Yes, there were the eye-roll comments, “When did you know you were adopted?” We were asked about our birth parents and their motive for putting us up for adoption. Probably the most offensive and more inexcusable. Other comments did “laud” our parents for adopting, especially my brother who is triple amputee. In my mind, however, these can be taken as offensive, or you can accept them as awkward compliments. I don’t think my siblings and I, or my parents were given these remarks in condescending or pitying tones. Adoption is a BIG commitment, afterall. As a married woman of childbearing age who hopes to have children of my own, I’m increasingly incredulous of my parents’ decision. I just took a moment to imagine adopting a child and I seriously felt scared, anxious and reluctant. “How would I know if I could really love her/him as my own?” “What happens after the 6 month/1 year honeymoon stage is over?” When one conceives a child, they have time to transition and form an immediate physical and emotional connection. With adoptions, you’re childless one day and the next you’re welcoming another person into your family. Sure there’s emotional buildup with paperwork and waiting, but psychologically, it’s not the same. I have these anxieties and am an adopted child. This is why I think we should be more patient of “Kind parents” comments. I do feel differently about “Kind parents” comments that hint at the parents’ sacrificial-charity. Adoptees shouldn’t feel they are indebted to their adoptive parents.

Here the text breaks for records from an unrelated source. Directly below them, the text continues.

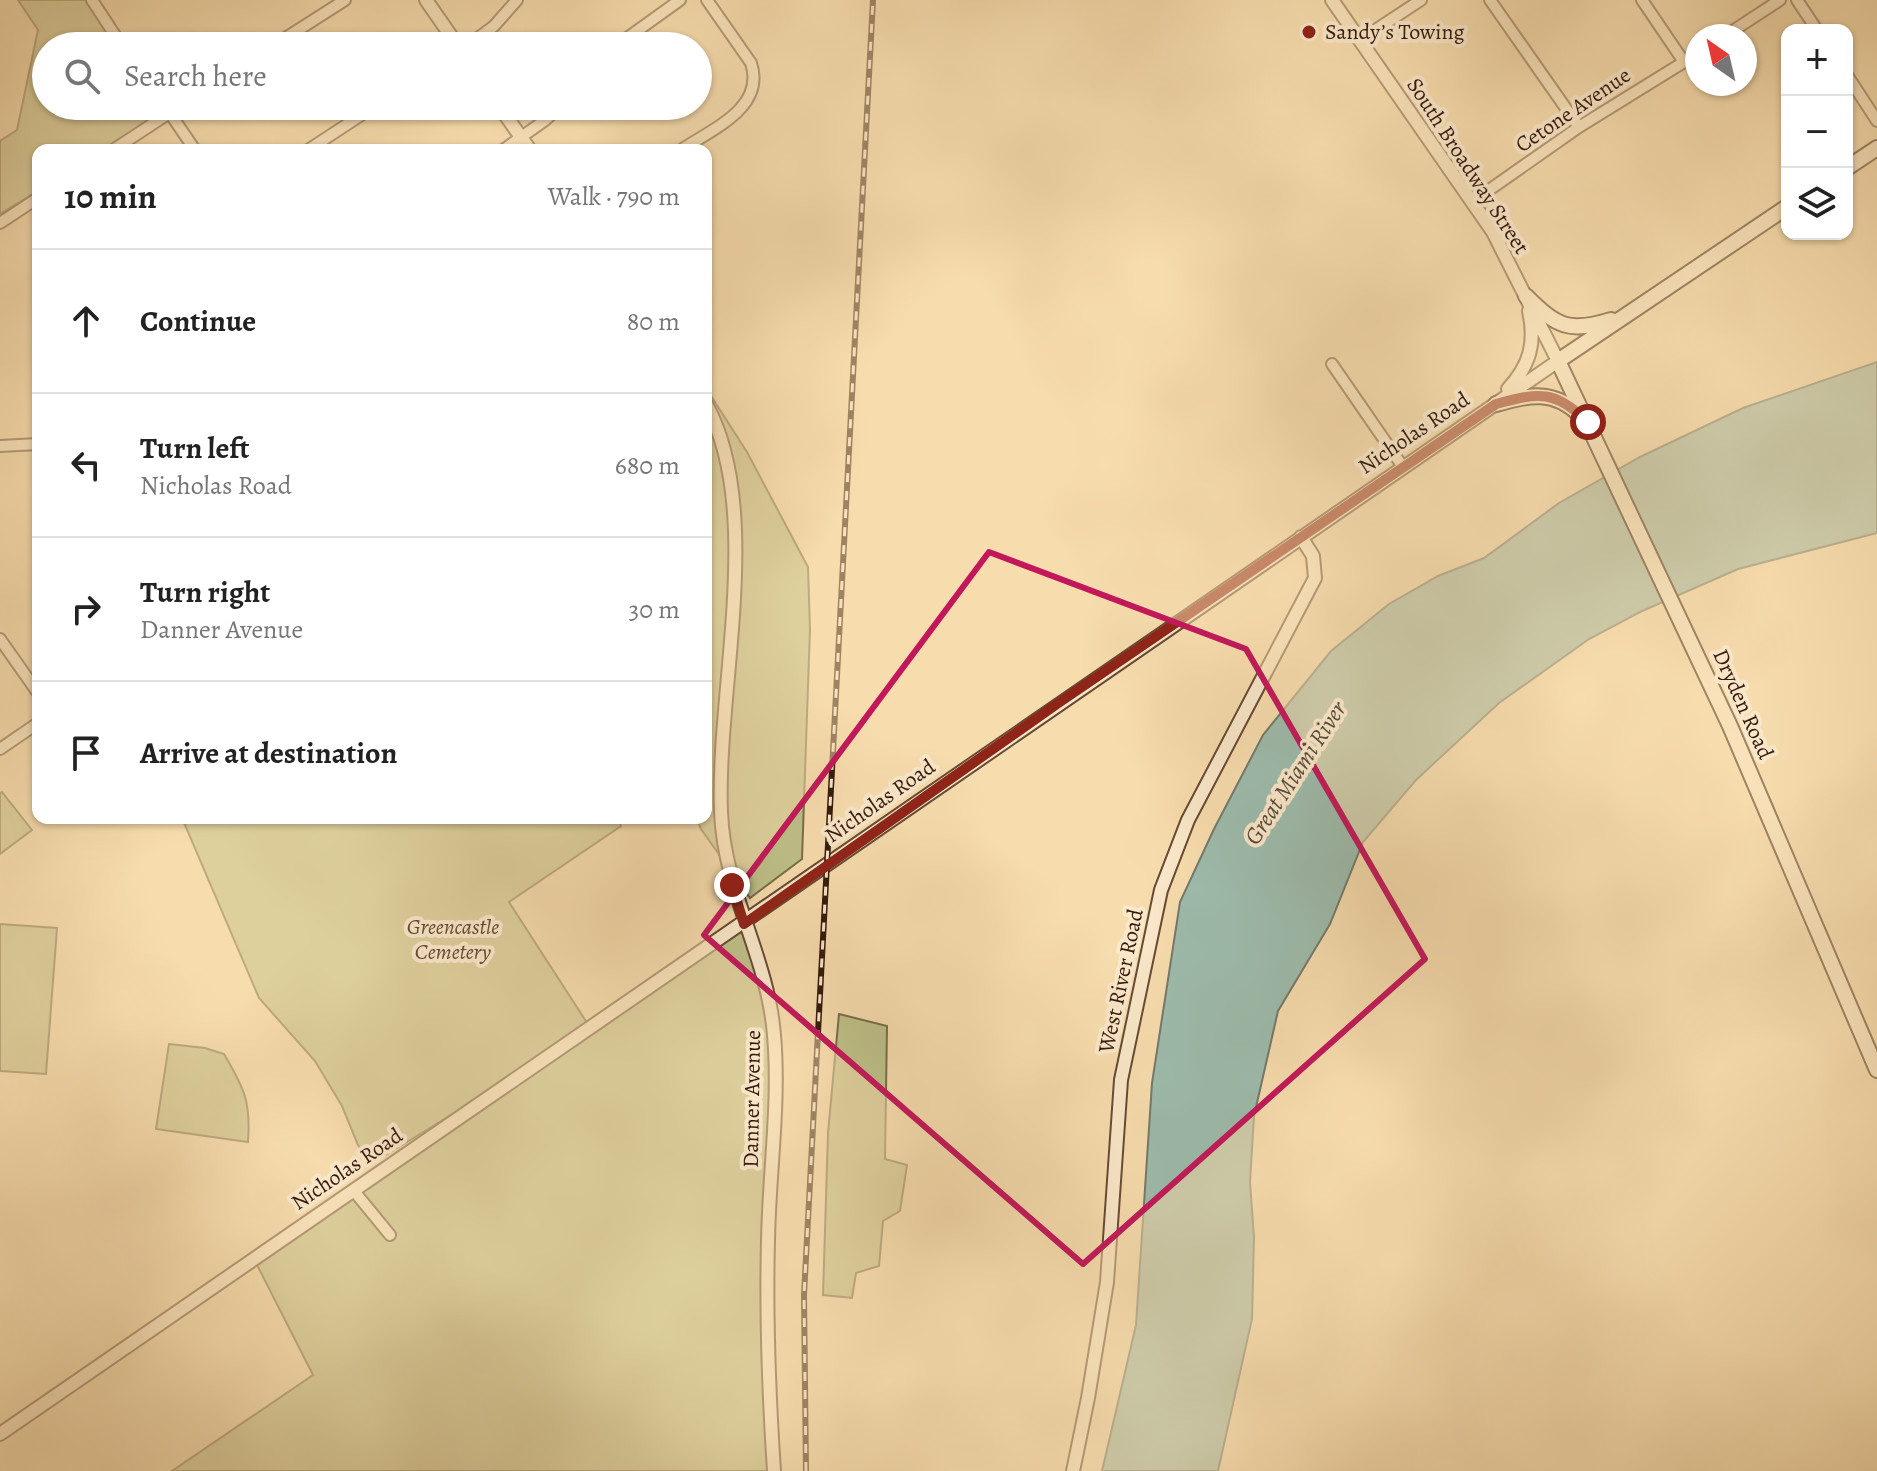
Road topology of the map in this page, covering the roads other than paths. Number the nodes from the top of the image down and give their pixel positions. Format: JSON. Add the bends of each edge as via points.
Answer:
{"nodes":[{"id":1,"x":345,"y":0,"type":"edge"},
{"id":2,"x":426,"y":0,"type":"edge"},
{"id":3,"x":517,"y":0,"type":"edge"},
{"id":4,"x":680,"y":0,"type":"edge"},
{"id":5,"x":707,"y":0,"type":"edge"},
{"id":6,"x":1332,"y":0,"type":"edge"},
{"id":7,"x":1421,"y":0,"type":"edge"},
{"id":8,"x":1490,"y":0,"type":"edge"},
{"id":9,"x":1642,"y":0,"type":"edge"},
{"id":10,"x":1780,"y":0,"type":"edge"},
{"id":11,"x":1797,"y":0,"type":"edge"},
{"id":12,"x":94,"y":1,"type":"edge"},
{"id":13,"x":1743,"y":24,"type":"edge"},
{"id":14,"x":1813,"y":24,"type":"edge"},
{"id":15,"x":113,"y":32,"type":"edge"},
{"id":16,"x":295,"y":32,"type":"edge"},
{"id":17,"x":448,"y":32,"type":"edge"},
{"id":18,"x":486,"y":32,"type":"edge"},
{"id":19,"x":635,"y":32,"type":"edge"},
{"id":20,"x":1360,"y":40,"type":"junction"},
{"id":21,"x":1684,"y":62,"type":"joint"},
{"id":22,"x":1853,"y":84,"type":"edge"},
{"id":23,"x":154,"y":120,"type":"edge"},
{"id":24,"x":174,"y":120,"type":"edge"},
{"id":25,"x":354,"y":120,"type":"edge"},
{"id":26,"x":509,"y":120,"type":"edge"},
{"id":27,"x":543,"y":120,"type":"edge"},
{"id":28,"x":1877,"y":121,"type":"edge"},
{"id":29,"x":1579,"y":127,"type":"junction"},
{"id":30,"x":521,"y":137,"type":"junction"},
{"id":31,"x":121,"y":144,"type":"edge"},
{"id":32,"x":191,"y":144,"type":"edge"},
{"id":33,"x":317,"y":144,"type":"edge"},
{"id":34,"x":511,"y":144,"type":"edge"},
{"id":35,"x":526,"y":144,"type":"edge"},
{"id":36,"x":690,"y":144,"type":"edge"},
{"id":37,"x":1877,"y":148,"type":"edge"},
{"id":38,"x":1853,"y":164,"type":"edge"},
{"id":39,"x":32,"y":202,"type":"edge"},
{"id":40,"x":1472,"y":202,"type":"junction"},
{"id":41,"x":1781,"y":211,"type":"edge"},
{"id":42,"x":0,"y":223,"type":"edge"},
{"id":43,"x":1526,"y":296,"type":"junction"},
{"id":44,"x":1627,"y":315,"type":"junction"},
{"id":45,"x":1558,"y":361,"type":"junction"},
{"id":46,"x":1332,"y":364,"type":"dead end"},
{"id":47,"x":1569,"y":398,"type":"junction"},
{"id":48,"x":1496,"y":404,"type":"junction"},
{"id":49,"x":712,"y":418,"type":"edge"},
{"id":50,"x":32,"y":444,"type":"edge"},
{"id":51,"x":0,"y":446,"type":"edge"},
{"id":52,"x":1403,"y":467,"type":"junction"},
{"id":53,"x":1301,"y":537,"type":"junction"},
{"id":54,"x":0,"y":639,"type":"edge"},
{"id":55,"x":32,"y":684,"type":"edge"},
{"id":56,"x":32,"y":727,"type":"edge"},
{"id":57,"x":0,"y":749,"type":"edge"},
{"id":58,"x":744,"y":924,"type":"junction"},
{"id":59,"x":1877,"y":1070,"type":"edge"},
{"id":60,"x":354,"y":1191,"type":"junction"},
{"id":61,"x":390,"y":1235,"type":"dead end"},
{"id":62,"x":0,"y":1434,"type":"edge"},
{"id":63,"x":774,"y":1471,"type":"edge"},
{"id":64,"x":1073,"y":1471,"type":"edge"}],
"edges":[{"from":1,"to":16,"type":"street"},
{"from":2,"to":17,"type":"street"},
{"from":3,"to":18,"type":"street"},
{"from":4,"to":19,"type":"street"},
{"from":5,"to":36,"type":"street","via":[[751,63],[753,91],[740,110]]},
{"from":6,"to":20,"type":"street","name":"South Broadway Street"},
{"from":7,"to":20,"type":"street"},
{"from":8,"to":29,"type":"street"},
{"from":9,"to":21,"type":"street"},
{"from":10,"to":13,"type":"street"},
{"from":11,"to":14,"type":"street"},
{"from":12,"to":15,"type":"street"},
{"from":20,"to":40,"type":"street","name":"South Broadway Street"},
{"from":21,"to":29,"type":"street","name":"Cetone Avenue"},
{"from":22,"to":28,"type":"street"},
{"from":23,"to":31,"type":"street"},
{"from":24,"to":32,"type":"street"},
{"from":25,"to":33,"type":"street"},
{"from":26,"to":30,"type":"street"},
{"from":27,"to":30,"type":"street"},
{"from":29,"to":40,"type":"street","name":"Cetone Avenue"},
{"from":30,"to":34,"type":"street"},
{"from":30,"to":35,"type":"street"},
{"from":37,"to":38,"type":"main road"},
{"from":39,"to":42,"type":"street"},
{"from":40,"to":43,"type":"street","name":"South Broadway Street"},
{"from":41,"to":44,"type":"main road","name":"Nicholas Road"},
{"from":43,"to":44,"type":"main road","via":[[1561,325],[1593,325]]},
{"from":43,"to":45,"type":"street","name":"South Broadway Street"},
{"from":43,"to":48,"type":"street","via":[[1531,354]]},
{"from":44,"to":45,"type":"main road","name":"Nicholas Road"},
{"from":45,"to":47,"type":"main road","name":"Dryden Road"},
{"from":45,"to":48,"type":"street","name":"Nicholas Road"},
{"from":46,"to":52,"type":"street"},
{"from":47,"to":48,"type":"main road","via":[[1539,396]]},
{"from":47,"to":59,"type":"main road","name":"Dryden Road","via":[[1588,422],[1693,646]]},
{"from":48,"to":52,"type":"street","name":"Nicholas Road"},
{"from":49,"to":58,"type":"street","name":"Danner Avenue","via":[[725,449],[732,499],[733,583],[720,795],[725,854]]},
{"from":50,"to":51,"type":"street"},
{"from":52,"to":53,"type":"street","name":"Nicholas Road"},
{"from":53,"to":58,"type":"street","name":"Nicholas Road"},
{"from":53,"to":64,"type":"street","name":"West River Road","via":[[1315,563],[1315,578],[1188,820],[1152,926],[1121,1080],[1107,1282]]},
{"from":54,"to":55,"type":"street"},
{"from":56,"to":57,"type":"street"},
{"from":58,"to":60,"type":"street","name":"Nicholas Road"},
{"from":58,"to":63,"type":"street","name":"Danner Avenue","via":[[765,981],[775,1043],[768,1241]]},
{"from":60,"to":61,"type":"street"},
{"from":60,"to":62,"type":"street","name":"Nicholas Road"}]}
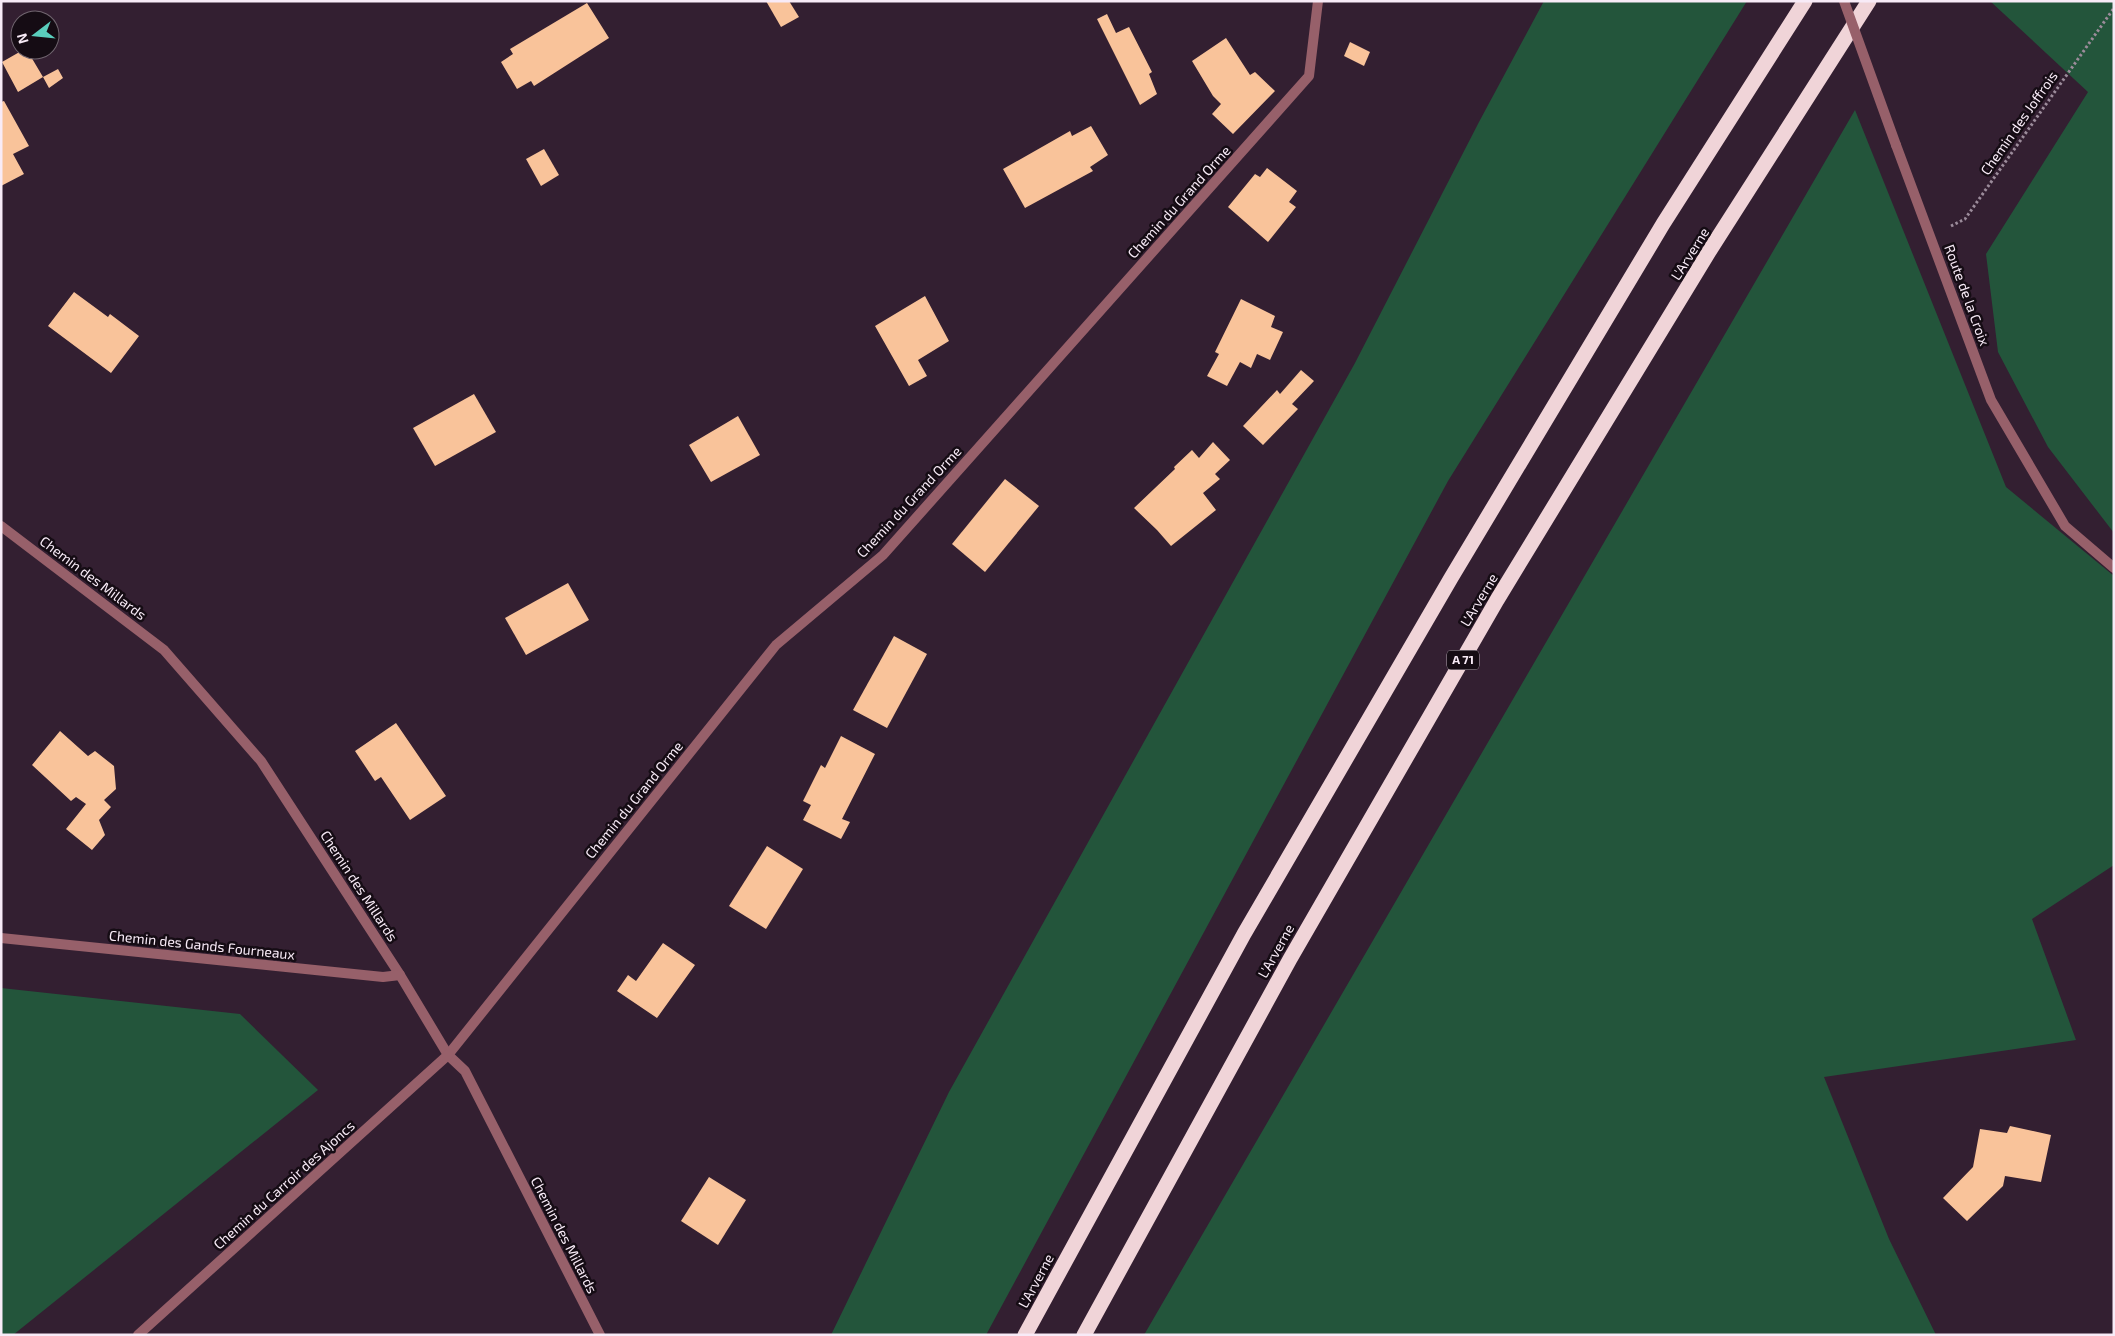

A few times in my life I’ve had questions and imagined alternate life stories. I’ve felt sad and anxious, but more often they are born out of curiosity, or a selfish thirst for personal drama during a dull period of life. Most, if not all of these instances have happened in adulthood. They never last longer than a good nights’ sleep.
I argue adoptions need not be areas of contention. Being adopted doesn’t mean every identity crisis thereafter must be scrutinized and pinned on adoption. I recognize adoptees that experience mixed feelings about their identities and those who believe they are victims of a bureaucratic/political system.
Are some adoptions shady? Yes. Are there adoptees who shouldn’t have been put up for adoption? Yes. Do adoptee issues need a louder voice in social discussions? Yes.
Do I think we should move to a no-adoption model? No. Do I think all adoptees would be psychologically/emotionally better off with their birth families? No. Must all adoptees experience an identity crises due to being adopted? No.
Over the years, I’ve felt more anxiety and guilt over not being emotional about my birth parents than I have wondering why I was put up for adoption. I have asked myself,”Am I bad birth child/adoptee for not having this crisis? Is something wrong with me?”
Am I a successful adoption? No, because being a successful adoption, means there are failed adoptions and I don’t think adoption is a pass or fail thing. Adoption means to accept one as their own. A parent can’t become ‘unparented’ from their birth child, regardless of either party’s emotional beliefs or identity. So, I feel, it should also be for adopted children. As an adoptee, no, I didn’t choose to be adopted, but nor did my older brothers choose to be born into the family they’re a part of. Speaking for myself, I’m ok with these cards Life dealt me and have not felt the need to soul search beyond curiosity. Of course, I am one amongst thousands of other adoptees.
I’m not against adoptees who speak out against adoption. I’m not against adoptees who wish to be reunited with their birth parents. Like me, they have their own personal experiences and want to give voice to their issues. As adoptees, I think it’s good to recognize each other and share our stories.